The world, that is, except Elon Musk. Although he wasn’t asked about the Business Insider story the following day at the company’s annual meeting, he stewed for weeks, dispatching a team of investigators to try to figure out who’d shared the information with the press.



The leaker, they determined, was one Martin Tripp, a slight man of 40 who’d spent his career in a series of low-level manufacturing jobs before finding his way to the assembly line at the Gigafactory. Tripp later claimed to be an idealist trying to get Tesla to tighten its operations; Musk saw him as a dangerous foe who engaged in “extensive and damaging sabotage,” as he wrote in a staff memo. He implied that Tripp had shared the data not only with the press but also with “unknown third parties.”

Could larger forces be at work? Musk wondered out loud. Could Tripp be coordinating with one of Tesla’s many enemies—oil companies, rival automakers, or Wall Street short sellers? “There are a long list of organizations that want Tesla to die,” he warned.



On June 20, the company sued Tripp for $167 million. Later that day, Tripp heard from the sheriff’s department in Storey County, Nev. Tesla’s security department had passed a tip to police. An anonymous caller had contacted the company to say Tripp was planning a mass shooting at the Gigafactory.


When the police confronted Tripp that evening, he was unarmed and in tears. He said he was terrified of Musk and suggested the billionaire might have called in the tip himself. A sheriff’s deputy attempted to cheer up Tripp and then called Tesla to tell the company that the threat, whoever had made it, was bogus. Tripp wasn’t dangerous.

Many chief executive officers would try to ignore somebody like Tripp. Instead, as accounts from police, former employees, and documents produced by Tesla’s own internal investigation reveal, Musk set out to destroy him.

Tesla’s PR department spread rumors that Tripp was possibly homicidal and had been part of a grand conspiracy. On Twitter, Musk suggested the Business Insider reporter, Linette Lopez, was on the payroll of short sellers and claimed Tripp had admitted to taking bribes from her in exchange for “valuable Tesla IP.” Lopez denied the allegation.

The Tripp incident was the beginning of a social media meltdown so epic that the U.S. Securities and Exchange Commission forced Tesla to appoint a so-called Twitter sitter, an in-house lawyer who’s supposed to vet Musk’s tweets. Since last summer, Musk’s antics have included:

Baselessly accusing a British cave diver on Twitter of pedophilia;

Falsely claiming on (where else?) Twitter that investors had put up funds to take Tesla private at $420 a share, leading to an SEC lawsuit;

③ Somehow igniting a feud with B-list hip-hop artist Azealia Banks (“Elon will learn very soon who is more powerful of us two,” Banks posted on Instagram);

Puffing a joint during a live podcast taping, causing the federal government to review the security clearance needed for his rocket company, SpaceX.

Musk’s treatment of Tripp threatens to complicate this legal and regulatory mess.
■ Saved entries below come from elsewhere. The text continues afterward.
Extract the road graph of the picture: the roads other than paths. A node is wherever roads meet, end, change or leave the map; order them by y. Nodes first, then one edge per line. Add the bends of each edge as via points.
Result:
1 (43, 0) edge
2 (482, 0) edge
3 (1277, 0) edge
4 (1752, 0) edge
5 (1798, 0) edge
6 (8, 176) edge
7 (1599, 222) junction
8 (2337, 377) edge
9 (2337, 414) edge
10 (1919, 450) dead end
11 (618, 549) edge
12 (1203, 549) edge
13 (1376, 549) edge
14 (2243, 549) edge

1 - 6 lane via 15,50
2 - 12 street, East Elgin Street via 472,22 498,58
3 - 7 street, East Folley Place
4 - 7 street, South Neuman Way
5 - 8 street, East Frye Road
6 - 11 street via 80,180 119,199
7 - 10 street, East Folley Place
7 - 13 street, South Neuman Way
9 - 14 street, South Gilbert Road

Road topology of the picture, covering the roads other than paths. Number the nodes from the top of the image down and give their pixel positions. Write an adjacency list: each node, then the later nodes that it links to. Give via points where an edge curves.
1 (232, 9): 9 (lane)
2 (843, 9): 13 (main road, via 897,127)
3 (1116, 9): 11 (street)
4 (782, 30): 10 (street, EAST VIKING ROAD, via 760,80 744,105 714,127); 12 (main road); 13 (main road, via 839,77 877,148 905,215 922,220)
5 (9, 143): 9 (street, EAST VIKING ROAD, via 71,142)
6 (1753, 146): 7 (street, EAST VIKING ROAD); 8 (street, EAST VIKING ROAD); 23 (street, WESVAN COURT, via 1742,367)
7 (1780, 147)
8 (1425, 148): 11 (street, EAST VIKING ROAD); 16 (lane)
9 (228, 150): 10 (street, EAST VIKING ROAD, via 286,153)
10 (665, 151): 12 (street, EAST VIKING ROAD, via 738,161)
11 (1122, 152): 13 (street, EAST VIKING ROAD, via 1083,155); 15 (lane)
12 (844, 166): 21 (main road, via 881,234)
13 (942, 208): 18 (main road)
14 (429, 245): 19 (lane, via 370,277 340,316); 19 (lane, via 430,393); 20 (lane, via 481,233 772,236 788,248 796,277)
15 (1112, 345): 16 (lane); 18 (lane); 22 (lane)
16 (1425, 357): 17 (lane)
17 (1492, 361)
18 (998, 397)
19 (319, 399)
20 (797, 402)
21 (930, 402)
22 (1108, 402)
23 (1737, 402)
The security manager at the Gigafactory, an ex-military guy with a high-and-tight haircut named Sean Gouthro, has filed a whistleblower report with the SEC. Gouthro says Tesla’s security operation behaved unethically in its zeal to nail the leaker. Investigators, he claims, hacked into Tripp’s phone, had him followed, and misled police about the surveillance. Gouthro says that Tripp didn’t sabotage Tesla or hack anything and that Musk knew this and sought to damage his reputation by spreading misinformation.

A Tesla spokeswoman said in a statement that Gouthro’s allegations “are untrue and sensationalized,” but she didn’t comment on specifics. She pointed out that Gouthro never raised any concerns until he was fired for “poor performance.” Gouthro disputes this and says his performance reviews were mostly positive. He says he’s coming forward to let regulators and the public know what Tesla is capable of.

“They had the ability to do things I didn’t even know existed,” he says. “It scared the shit out of me.”


Gouthro isn’t the first person to blow the whistle on security operatives at a fast-growing transportation company. Two years ago, Richard Jacobs, a manager of global intelligence at Uber Technologies Inc., claimed his colleagues surreptitiously recorded conversations of rival executives and its own employees, among other ethically dubious actions. He later walked back some of his accusations, but Uber’s new management has since apologized, disavowed surveillance, and generally promised to be nicer. Two of the Uber investigators named by Jacobs, Nicholas Gicinto and Jacob Nocon, sued him for defamation, calling his claims “character assassination for cash.” They said his accusations would make it hard for them to get new jobs.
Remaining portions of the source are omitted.